I hereby waive any right to inspect or approve the finished media, and I waive the right to royalties or other compensation from the use of the media.
I hereby agree to release, defend, and hold harmless SOUTH STREET SALSA LLC and its agents or employees, including any firm publishing and/or distributing the finished product in whole or in part, whether physically or via electronic media, from and against any claims, damages, or liability arising from or related to the use of the media, including but not limited to any misuse, distortion, blurring, alteration, optical illusion, or use in composite form, either intentionally or otherwise, that may occur or be produced in taking, processing, reduction, or production of the finished product, its publication or distribution.
Covid and Pandemic Liability Waiver
(Assumption of the Risk and Waiver of Liability Relating to Coronavirus/COVID-19)

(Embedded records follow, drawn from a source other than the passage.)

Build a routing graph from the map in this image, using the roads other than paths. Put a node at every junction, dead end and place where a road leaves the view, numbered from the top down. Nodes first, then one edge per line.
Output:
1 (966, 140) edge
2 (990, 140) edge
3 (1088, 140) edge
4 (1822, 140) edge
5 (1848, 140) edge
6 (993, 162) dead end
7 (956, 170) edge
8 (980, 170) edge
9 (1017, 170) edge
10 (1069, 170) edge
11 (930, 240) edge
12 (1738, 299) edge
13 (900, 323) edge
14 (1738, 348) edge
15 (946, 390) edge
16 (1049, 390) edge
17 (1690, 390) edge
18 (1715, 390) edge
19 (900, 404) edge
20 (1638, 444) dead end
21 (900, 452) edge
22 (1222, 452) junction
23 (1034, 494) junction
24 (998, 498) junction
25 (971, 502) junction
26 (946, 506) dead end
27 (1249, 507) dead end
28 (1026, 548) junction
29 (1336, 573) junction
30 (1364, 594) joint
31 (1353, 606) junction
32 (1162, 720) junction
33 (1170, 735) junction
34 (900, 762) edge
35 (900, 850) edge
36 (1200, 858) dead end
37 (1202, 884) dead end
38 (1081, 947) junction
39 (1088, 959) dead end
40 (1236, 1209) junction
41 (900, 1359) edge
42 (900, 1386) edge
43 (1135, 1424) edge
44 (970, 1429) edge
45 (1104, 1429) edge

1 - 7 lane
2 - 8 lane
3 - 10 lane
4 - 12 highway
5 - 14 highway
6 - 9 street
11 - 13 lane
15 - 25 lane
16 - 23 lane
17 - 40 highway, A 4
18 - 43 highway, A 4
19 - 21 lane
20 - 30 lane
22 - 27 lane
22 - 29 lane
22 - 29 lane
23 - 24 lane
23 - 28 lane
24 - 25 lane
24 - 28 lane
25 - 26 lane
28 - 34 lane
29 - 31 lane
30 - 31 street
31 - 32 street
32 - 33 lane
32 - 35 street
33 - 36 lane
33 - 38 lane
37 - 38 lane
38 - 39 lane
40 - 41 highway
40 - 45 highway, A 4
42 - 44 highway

COVID-19, declared a worldwide pandemic by the World Health Organization in 2020, is extremely contagious and is spread mainly from person-to-person contact via respiratory droplets. As a result, federal, state, and local governments and federal and state health agencies recommend social distancing and have, in many locations, prohibited the congregation of groups of people. SOUTH STREET SALSA LLC abides by all guidelines on a national and state level when it comes to operation procedures regarding this virus and other health emergencies that may arise in the future; however, SOUTH STREET SALSA LLC cannot guarantee that you, your family members immediate and/or extended or your child(ren) will not become infected with COVID-19. Further, attending SOUTH STREET SALSA LLC activities could increase your, your family’s immediate and/or extended and your child(ren)’s risk of contracting COVID-19.

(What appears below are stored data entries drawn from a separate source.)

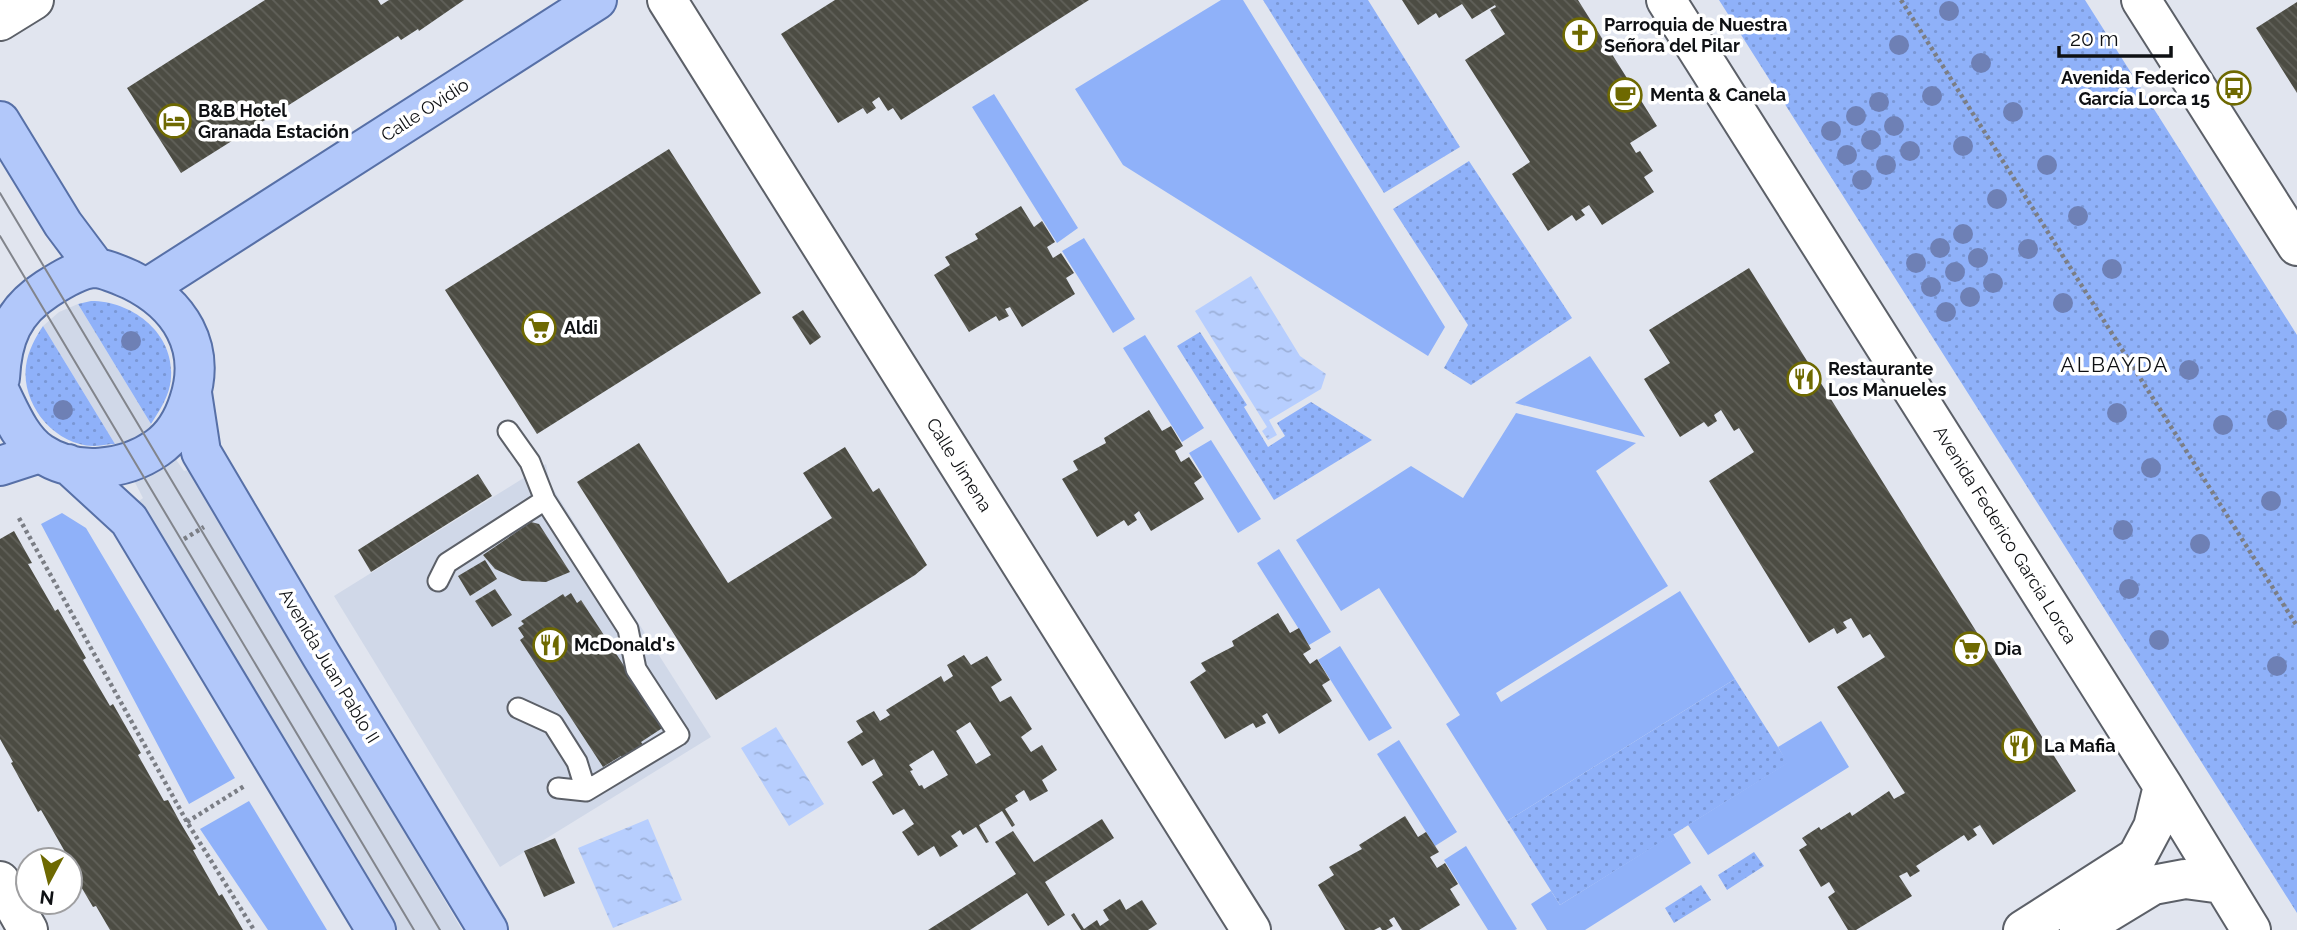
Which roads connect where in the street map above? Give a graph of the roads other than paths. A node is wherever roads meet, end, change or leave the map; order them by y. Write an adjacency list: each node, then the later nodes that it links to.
1 (34, 0): 6 (street)
2 (597, 0): 10 (main road, Calle Ovidio)
3 (667, 0): 29 (street, Calle Jimena)
4 (1666, 0): 21 (street, Avenida Federico García Lorca)
5 (2141, 0): 8 (street)
6 (0, 22)
7 (0, 121): 9 (main road)
8 (2294, 235)
9 (96, 268): 10 (main road); 11 (main road)
10 (147, 288): 14 (main road)
11 (6, 315): 12 (main road)
12 (0, 378)
13 (0, 391): 16 (main road)
14 (192, 393): 16 (main road); 28 (main road, Avenida Juan Pablo II)
15 (508, 431): 18 (lane)
16 (54, 458): 17 (main road); 27 (main road)
17 (0, 466)
18 (545, 500): 19 (lane); 23 (lane)
19 (438, 581)
20 (518, 708): 23 (lane)
21 (2163, 786): 25 (street, Avenida Federico García Lorca); 30 (street)
22 (558, 788): 23 (lane)
23 (586, 791)
24 (0, 881): 26 (street)
25 (2222, 884): 31 (street); 32 (street, Avenida Federico García Lorca)
26 (28, 930)
27 (376, 930)
28 (488, 930)
29 (1251, 930)
30 (2023, 930)
31 (2079, 930)
32 (2251, 930)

By signing this agreement, I acknowledge the contagious nature of COVID-19 and voluntarily assume the risk that my child(ren) and I, my family immediate and/or extended may be exposed to or infected by COVID-19 by attending SOUTH STREET SALSA LLC and that such exposure or infection may result in personal injury, illness, permanent disability, and death. I understand that the risk of becoming exposed to or infected by COVID-19 at SOUTH STREET SALSA LLC may result from the actions, omissions, or negligence of myself and others, including, but not limited to, SOUTH STREET SALSA LLC Instructors, staff, volunteers and program participants and their families.
I voluntarily agree to assume all of the foregoing risks and accept sole responsibility for any injury to my child(ren) or myself and my family immediate and/or extended including, but not limited to, personal injury, disability, and death; illness; damage; loss; claim; liability; or expense, of any kind; that I, my family immediate and/or extended or my child(ren) may experience or incur in connection with my child(ren)’s attendance at SOUTH STREET SALSA LLC (“claims”). On my behalf, and on behalf of my family immediate and/or extended and my child(ren), I hereby release, covenant not to sue, discharge, and hold harmless SOUTH STREET SALSA LLC, its Instructors, staff, agents, and representatives, of and from the claims, including all liabilities, claims, actions, damages, costs or expenses of any kind arising out of or relating thereto.
I understand and agree that this release includes any claims based on the actions, omissions, or negligence of SOUTH STREET SALSA LLC, its staff, Instructors, volunteers, agents, and representatives, whether a COVID-19 infection occurs before, during, or after participation in any SOUTH STREET SALSA LLC event.